═══ Data for this exercise

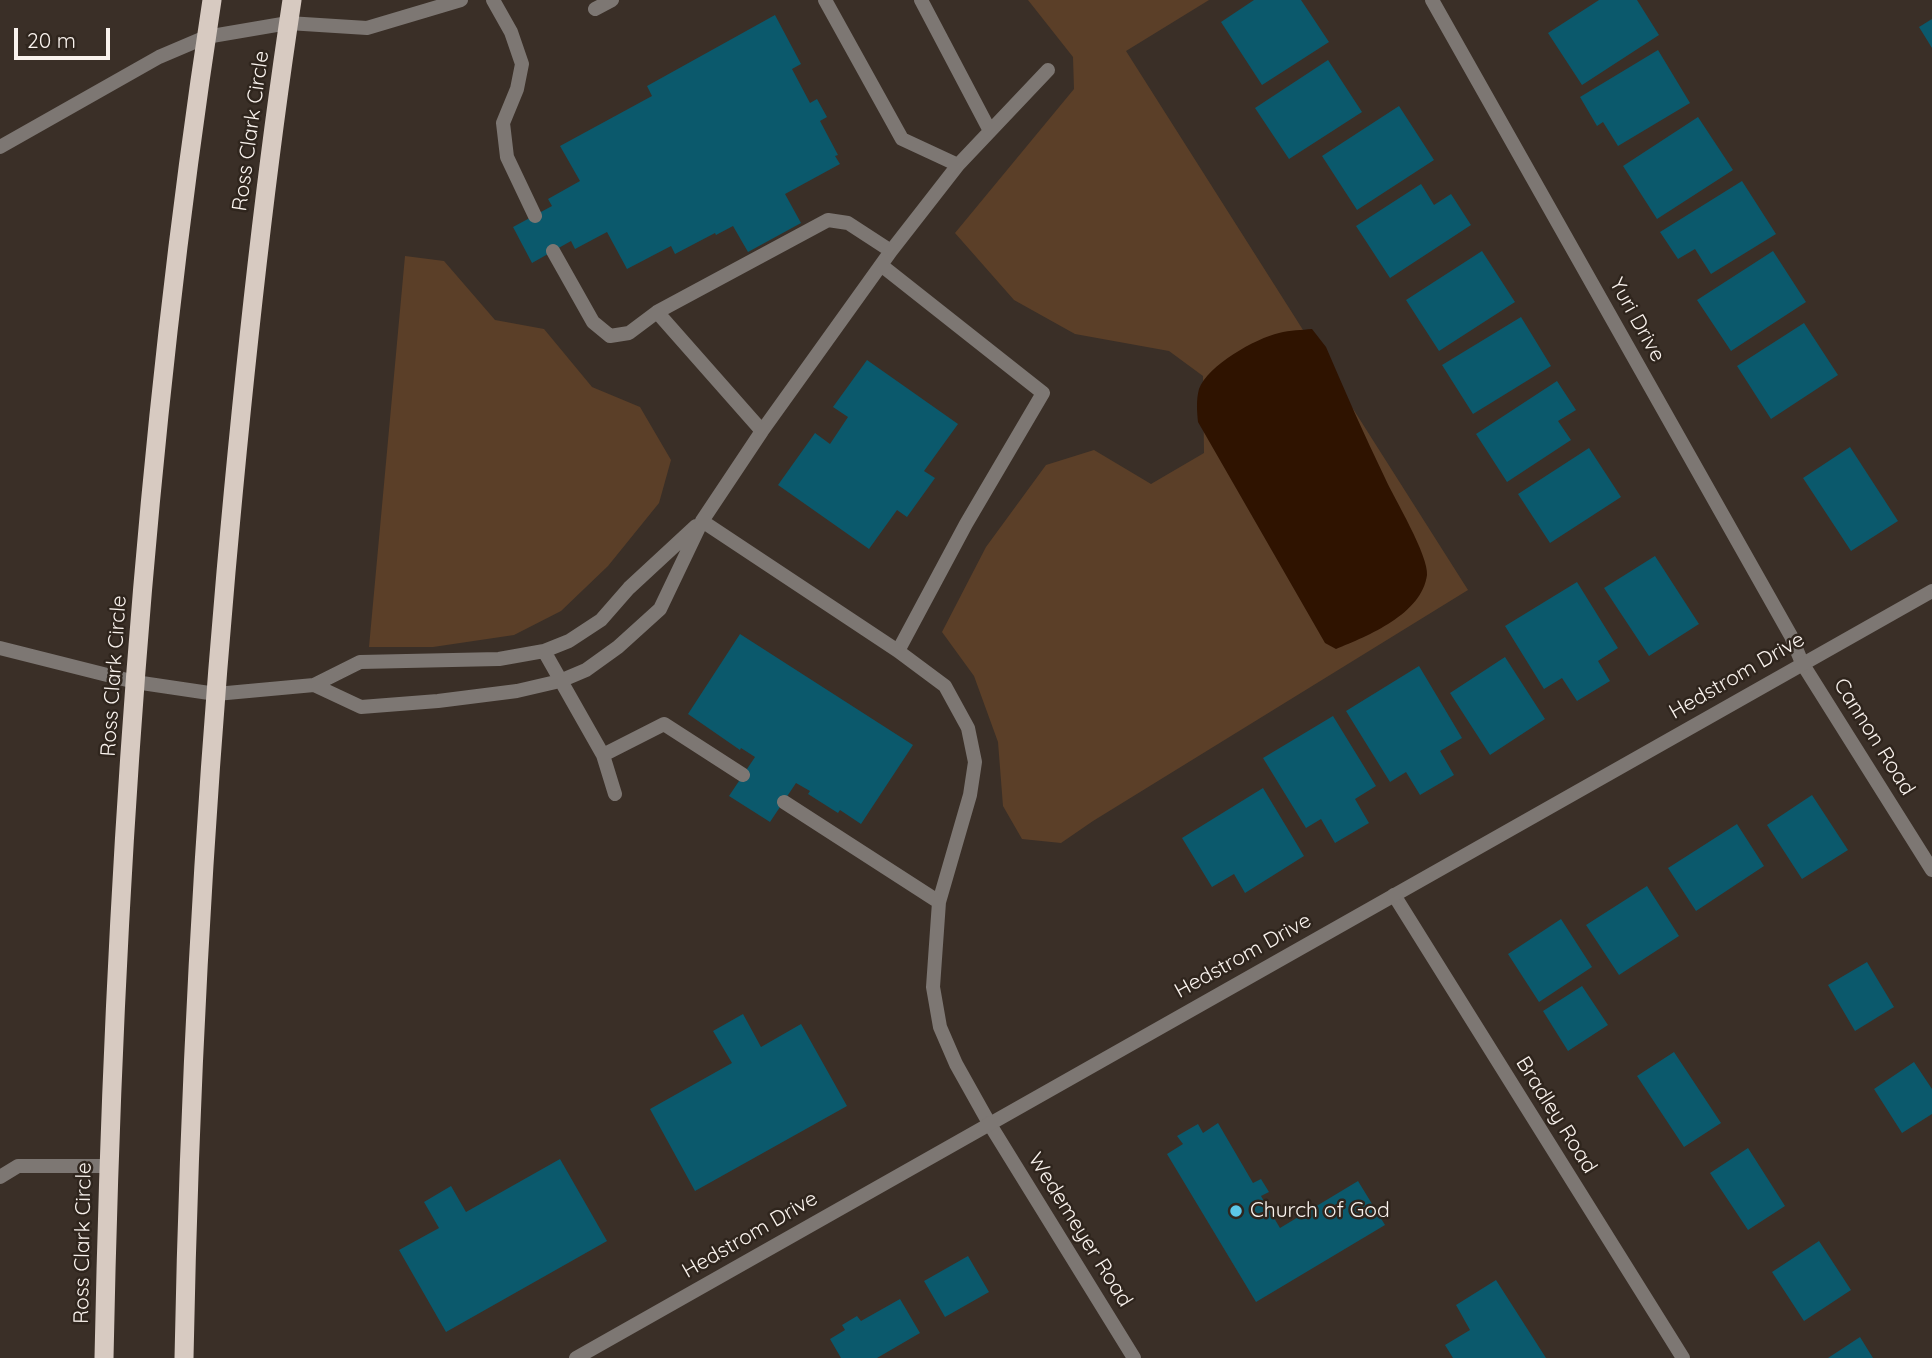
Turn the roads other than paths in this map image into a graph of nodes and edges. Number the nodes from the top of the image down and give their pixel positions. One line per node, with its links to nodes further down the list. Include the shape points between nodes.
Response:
1 (212, 0): 11 (highway, Ross Clark Circle)
2 (292, 0): 10 (highway, Ross Clark Circle)
3 (461, 0): 10 (street, via 367,28)
4 (492, 0): 16 (street, via 511,32 522,64 503,123 507,156)
5 (612, 0): 9 (street)
6 (825, 0): 15 (street, via 902,139)
7 (921, 0): 13 (street)
8 (1432, 0): 27 (street, Yuri Drive, via 1791,636)
9 (595, 9)
10 (288, 23): 11 (street); 31 (highway, Ross Clark Circle, via 256,263)
11 (206, 37): 14 (street, via 159,57); 29 (highway, Ross Clark Circle, via 176,256)
12 (1048, 70): 13 (street)
13 (990, 131): 15 (street)
14 (0, 147)
15 (958, 165): 18 (street)
16 (534, 216)
17 (553, 251): 20 (street, via 593,321 610,336 629,333)
18 (891, 251): 19 (street); 20 (street, via 848,223 828,220)
19 (881, 265): 21 (street); 26 (street, via 1043,393)
20 (657, 312): 21 (street)
21 (762, 431): 22 (street)
22 (702, 521): 25 (street, via 601,620); 26 (street, Wedemeyer Road); 28 (street, via 660,609 618,647 586,670)
23 (1932, 591): 27 (street, Hedstrom Drive)
24 (0, 648): 29 (street)
25 (544, 651): 28 (street); 30 (street, via 499,659 360,662)
26 (898, 651): 38 (street, Wedemeyer Road, via 944,686 968,728 975,762)
27 (1802, 663): 36 (street, Cannon Road); 37 (street, Hedstrom Drive)
28 (560, 681): 30 (street, via 490,694 361,707); 32 (street)
29 (135, 682): 31 (street); 40 (highway, Ross Clark Circle)
30 (314, 685): 31 (street)
31 (216, 694): 43 (highway, Ross Clark Circle, via 189,1136)
32 (603, 755): 33 (street, via 664,724); 34 (street)
33 (743, 775)
34 (615, 794)
35 (784, 802): 38 (street)
36 (1932, 870)
37 (1394, 895): 39 (street, Hedstrom Drive); 46 (street, Bradley Road)
38 (939, 902): 39 (street, Wedemeyer Road, via 933,987 940,1027)
39 (989, 1123): 44 (street, Hedstrom Drive); 45 (street, Wedemeyer Road)
40 (107, 1167): 41 (street, via 18,1167); 42 (highway, Ross Clark Circle)
41 (0, 1177)
42 (104, 1358)
43 (184, 1358)
44 (576, 1358)
45 (1134, 1358)
46 (1683, 1358)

══════

- _What you will do_
Among the lines of the listing above, count those that include the string "Clark" and give that total alone.

- _Reply_
7